The consumer price index rose 8.1 percent, faster than the 8 percent the previous month and the highest since November 2008, the Philippine Statistics Authority said.
Inflation of food and non-alcoholic beverages index in December was at 10.2 percent from 10 percent in November, while the total food inflation at the national level rose to 10.6 percent from 10.3 percent the previous month, PSA data showed.
National Statistician Dennis Mapa said the inflation rate in prices of vegetables, tubers, plantains, cooking bananas and pulses is at 32.4 percent for the month, which is the highest since February 1999.
Onion has a "substantial" contribution to inflation for the month after prices rose to P700 a kilo during the holidays.
“The onion, part of vegetable, for December, substantial yung kanyang contribution sa inflation (it has a substantial contribution). It contributed 0.3 percentage point to overall inflation. Same as rice,” Mapa said.
“Food inflation contributed 40 percent of the total inflation for December…medyo malaki ang contribution ng vegetables sa food inflation (vegetables had a huge contribution in food inflation),” he added.
Other food products that showed price increases for the month include meat, sugar, fish and flour, Mapa said.
But Mapa added there is a slowdown in inflation for other items.
December's inflation is within the Bangko Sentral ng Pilipinas' forecast of 7.8 to 8.6 percent. From January to December 2022, inflation averaged 5.8 percent, beyond the government's target of 2 to 4 percent.

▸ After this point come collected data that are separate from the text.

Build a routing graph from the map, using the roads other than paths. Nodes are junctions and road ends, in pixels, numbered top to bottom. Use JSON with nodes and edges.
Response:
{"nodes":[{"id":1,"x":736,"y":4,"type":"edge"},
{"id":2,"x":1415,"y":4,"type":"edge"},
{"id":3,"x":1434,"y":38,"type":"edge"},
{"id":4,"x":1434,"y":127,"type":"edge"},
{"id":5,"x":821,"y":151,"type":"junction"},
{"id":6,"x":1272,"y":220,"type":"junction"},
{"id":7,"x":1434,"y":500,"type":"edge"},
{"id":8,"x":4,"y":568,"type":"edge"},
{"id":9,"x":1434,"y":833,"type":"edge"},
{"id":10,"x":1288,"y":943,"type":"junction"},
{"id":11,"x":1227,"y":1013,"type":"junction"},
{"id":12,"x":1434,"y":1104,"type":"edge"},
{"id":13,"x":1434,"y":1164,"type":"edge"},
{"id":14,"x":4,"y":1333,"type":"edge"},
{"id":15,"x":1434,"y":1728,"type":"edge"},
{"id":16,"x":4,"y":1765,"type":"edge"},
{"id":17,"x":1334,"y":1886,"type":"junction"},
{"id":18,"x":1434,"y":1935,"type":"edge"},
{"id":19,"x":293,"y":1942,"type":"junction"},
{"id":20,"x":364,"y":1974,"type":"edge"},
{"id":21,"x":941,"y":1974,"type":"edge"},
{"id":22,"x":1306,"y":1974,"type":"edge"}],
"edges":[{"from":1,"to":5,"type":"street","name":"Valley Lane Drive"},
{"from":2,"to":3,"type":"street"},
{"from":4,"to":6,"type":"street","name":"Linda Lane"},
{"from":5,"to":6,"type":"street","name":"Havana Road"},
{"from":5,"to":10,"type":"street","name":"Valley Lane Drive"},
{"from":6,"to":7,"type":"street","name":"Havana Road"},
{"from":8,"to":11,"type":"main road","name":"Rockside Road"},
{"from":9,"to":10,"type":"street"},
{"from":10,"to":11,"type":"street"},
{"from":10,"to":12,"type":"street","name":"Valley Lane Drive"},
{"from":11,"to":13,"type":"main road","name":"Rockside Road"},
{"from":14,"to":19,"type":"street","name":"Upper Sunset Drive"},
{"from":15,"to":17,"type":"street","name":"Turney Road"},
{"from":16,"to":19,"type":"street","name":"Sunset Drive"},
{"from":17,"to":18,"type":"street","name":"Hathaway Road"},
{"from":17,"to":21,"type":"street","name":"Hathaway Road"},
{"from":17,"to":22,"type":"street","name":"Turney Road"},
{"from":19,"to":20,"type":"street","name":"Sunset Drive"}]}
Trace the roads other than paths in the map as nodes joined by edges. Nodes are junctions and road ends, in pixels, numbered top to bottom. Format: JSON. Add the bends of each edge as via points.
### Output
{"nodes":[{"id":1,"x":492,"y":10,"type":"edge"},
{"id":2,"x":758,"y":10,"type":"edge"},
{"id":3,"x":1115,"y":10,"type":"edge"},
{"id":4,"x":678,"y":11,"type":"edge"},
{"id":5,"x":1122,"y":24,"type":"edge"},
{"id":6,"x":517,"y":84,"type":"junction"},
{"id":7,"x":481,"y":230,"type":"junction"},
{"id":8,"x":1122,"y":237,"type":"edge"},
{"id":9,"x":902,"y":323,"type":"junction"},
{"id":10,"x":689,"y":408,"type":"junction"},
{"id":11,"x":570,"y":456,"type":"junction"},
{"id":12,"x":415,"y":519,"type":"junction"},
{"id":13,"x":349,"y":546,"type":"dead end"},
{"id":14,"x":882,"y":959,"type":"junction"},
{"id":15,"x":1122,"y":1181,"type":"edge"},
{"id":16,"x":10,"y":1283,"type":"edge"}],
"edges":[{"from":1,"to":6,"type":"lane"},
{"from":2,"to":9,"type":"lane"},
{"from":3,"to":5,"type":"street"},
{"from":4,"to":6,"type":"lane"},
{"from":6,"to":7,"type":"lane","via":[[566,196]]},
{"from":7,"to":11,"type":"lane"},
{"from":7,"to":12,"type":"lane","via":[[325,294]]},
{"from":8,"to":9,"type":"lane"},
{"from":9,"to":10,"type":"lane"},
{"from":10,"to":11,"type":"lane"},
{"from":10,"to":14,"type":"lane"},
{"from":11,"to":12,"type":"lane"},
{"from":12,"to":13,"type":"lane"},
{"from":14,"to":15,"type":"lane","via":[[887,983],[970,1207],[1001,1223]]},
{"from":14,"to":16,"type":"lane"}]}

The BSP in December raised the country's key policy rate to 5.5 percent to cool down the rising prices.
Inflation for 2023 is seen to average 4.5 percent before easing back to within target by 2024. Deceleration will be due to the easing of global oil and non-oil prices and the impact of the BSP's policy rate adjustments, the central bank said in a statement.
For 2023, upside risks to inflation include high fertilizer prices and supply chain constraints while domestic risks include trade restrictions, increased prices of fruits and vegetables, higher sugar prices and pending petitions for fare and wage hikes, the BSP said.
"The BSP remains prepared to take all monetary policy action necessary to bring inflation back to a target-consistent path over the medium-term. The BSP also continues to support the timely implementation of non-monetary government measures to mitigate the impact of persistent supply-side pressures on inflation," it said.
Meanwhile, Socioeconomic Planning Secretary Arsenio Balisacan said protecting the purchasing power of Filipinos remains a government priority as food prices soar.
“As part of the 8-point socioeconomic agenda of the Marcos administration and as laid out in the Philippine Development Plan (PDP) 2023-2028, the government will continue to prioritize addressing the impact of inflation as it remains to be a challenge not only in the country but throughout the globe,” he said.